Convenience can have a price tag, so it’s important to think about the provider network for any insurance plan you consider. Why? Because if the network has no providers near your home, you’ll need to travel just to be seen. It might be tempting to write this off, but our health needs can change, and visits add up. Couples with young children will have a particular need for routine checkups, and research shows that each additional mile from a treatment site is linked to a 3% decline in checkup frequency! Sometimes it’s worth paying a bit more to get the care you and your family deserve.
The New Newlyweds
Gay marriage legislation in the US and internationally has created a new demographic of newlyweds, with its own healthcare and insurance needs. The Affordable Care Act won’t distinguish between same-sex and heterosexual couples, but same-sex couples will likely have different considerations in choosing coverage. Decades of research through the CDC have shown that gay men and women are at elevated risk for depression and related disorders, substance abuse, complications from smoking, and many STDs. If these trends carry over to same-sex couples, then finding fair coverage will be a challenge for many, at least until the law reflects evolving attitudes about addiction, sex, and mental health. Pending such progressive changes, then, this advice should serve same-sex couples well.

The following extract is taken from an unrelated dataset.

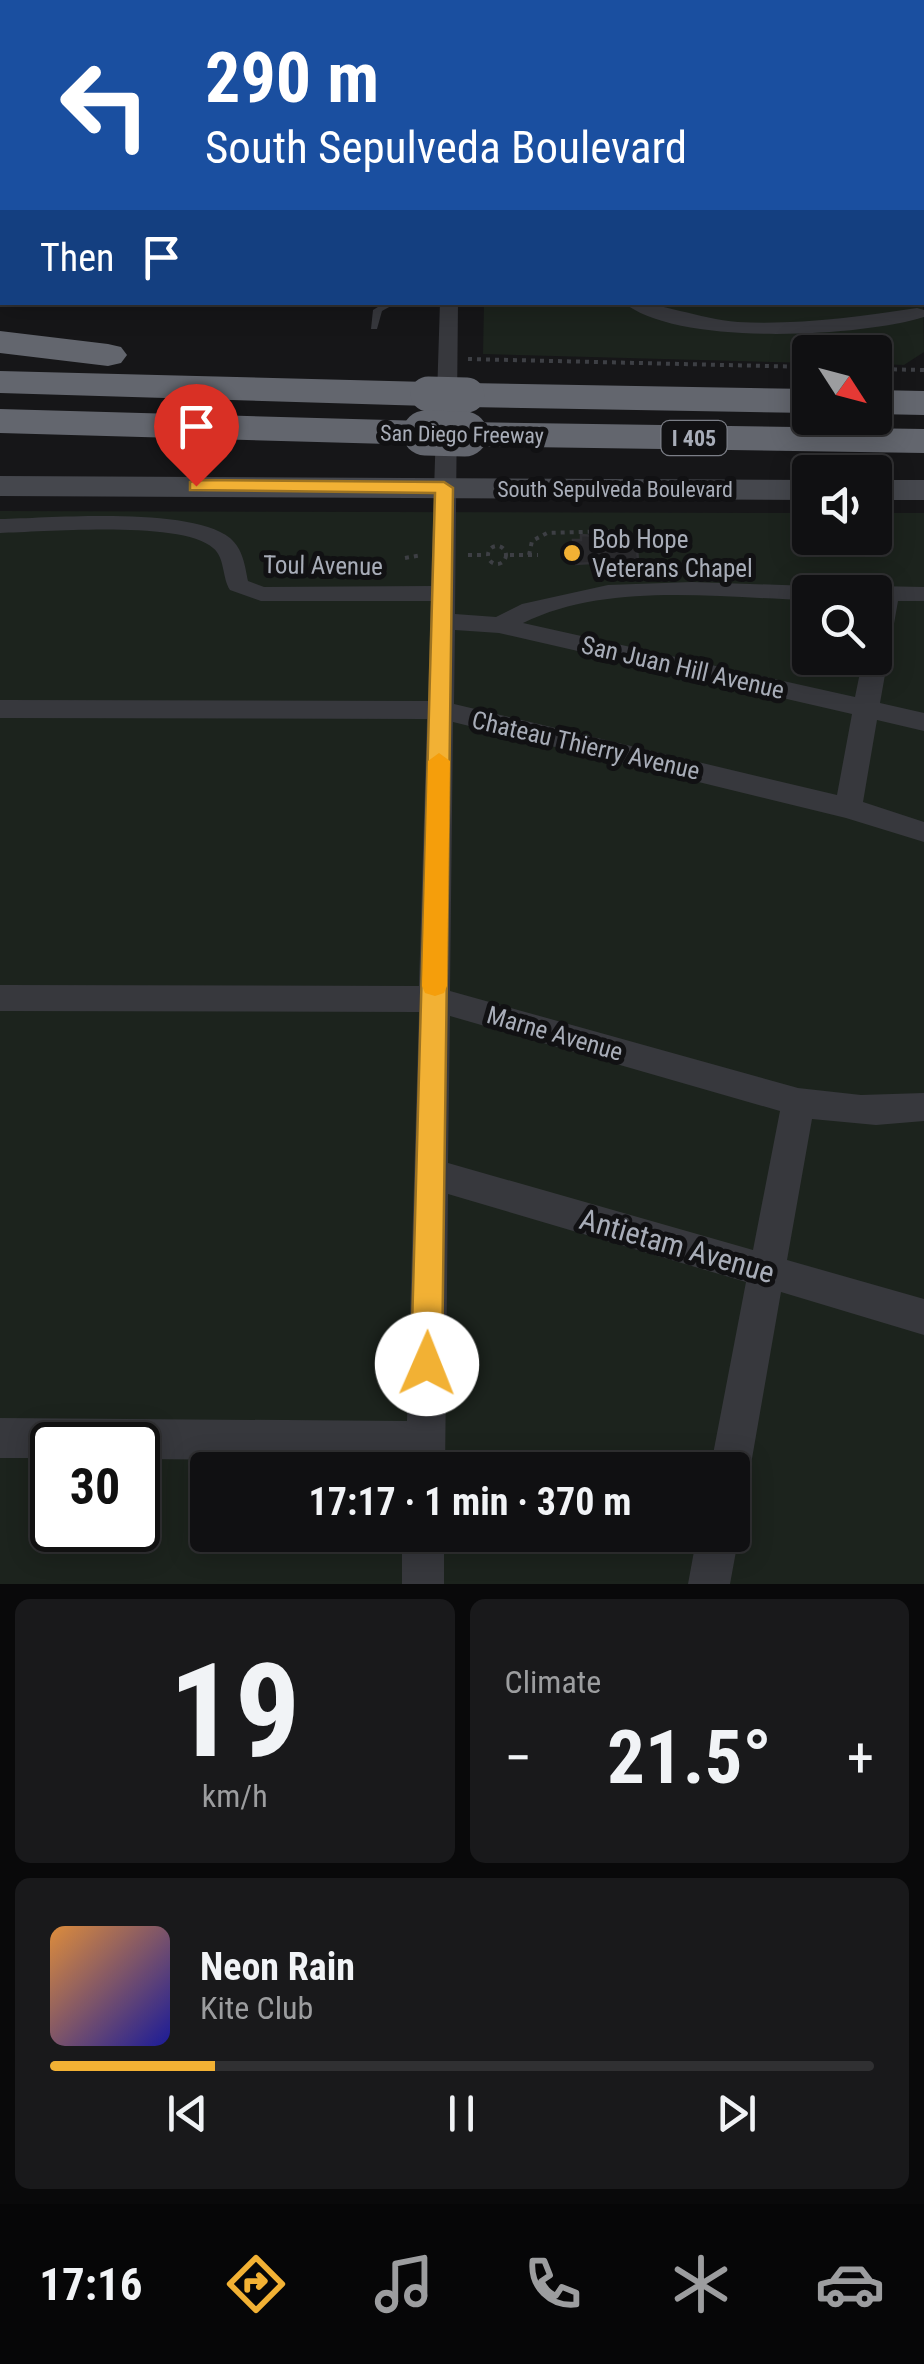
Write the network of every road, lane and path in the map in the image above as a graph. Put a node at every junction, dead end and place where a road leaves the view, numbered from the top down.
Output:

On the flipside, the proportion of older couples choosing to marry has actually declined in recent years. Many unmarried couples over 50 cited health insurance and fear of liability for a partner’s illness as a key to their decision. Given increasing longevity and the growing number of single elderly, this trend is a hint at how hard it is to coordinate health insurance and other finances later in life. For those hoping to tie the knot after 50, we hope these tips for managing health insurance make it easier to leave money out of the decision.
The Bottom Line
There are plenty of ways to save money on insurance as a newlywed, but you need to do your research and weigh your options. It might help to write out a “pros and cons” list. Review the plan package details in full. Most importantly, talk about everything. A 2011 survey found that 63 percent of couples named their finances as the main source of marital unhappiness. Yet according to a 2009 survey, only 51 percent of couples discussed how they would manage their finances before marrying. Only after you’re on the same page about health insurance can you come to an informed decision about your health, your finances, and your life together.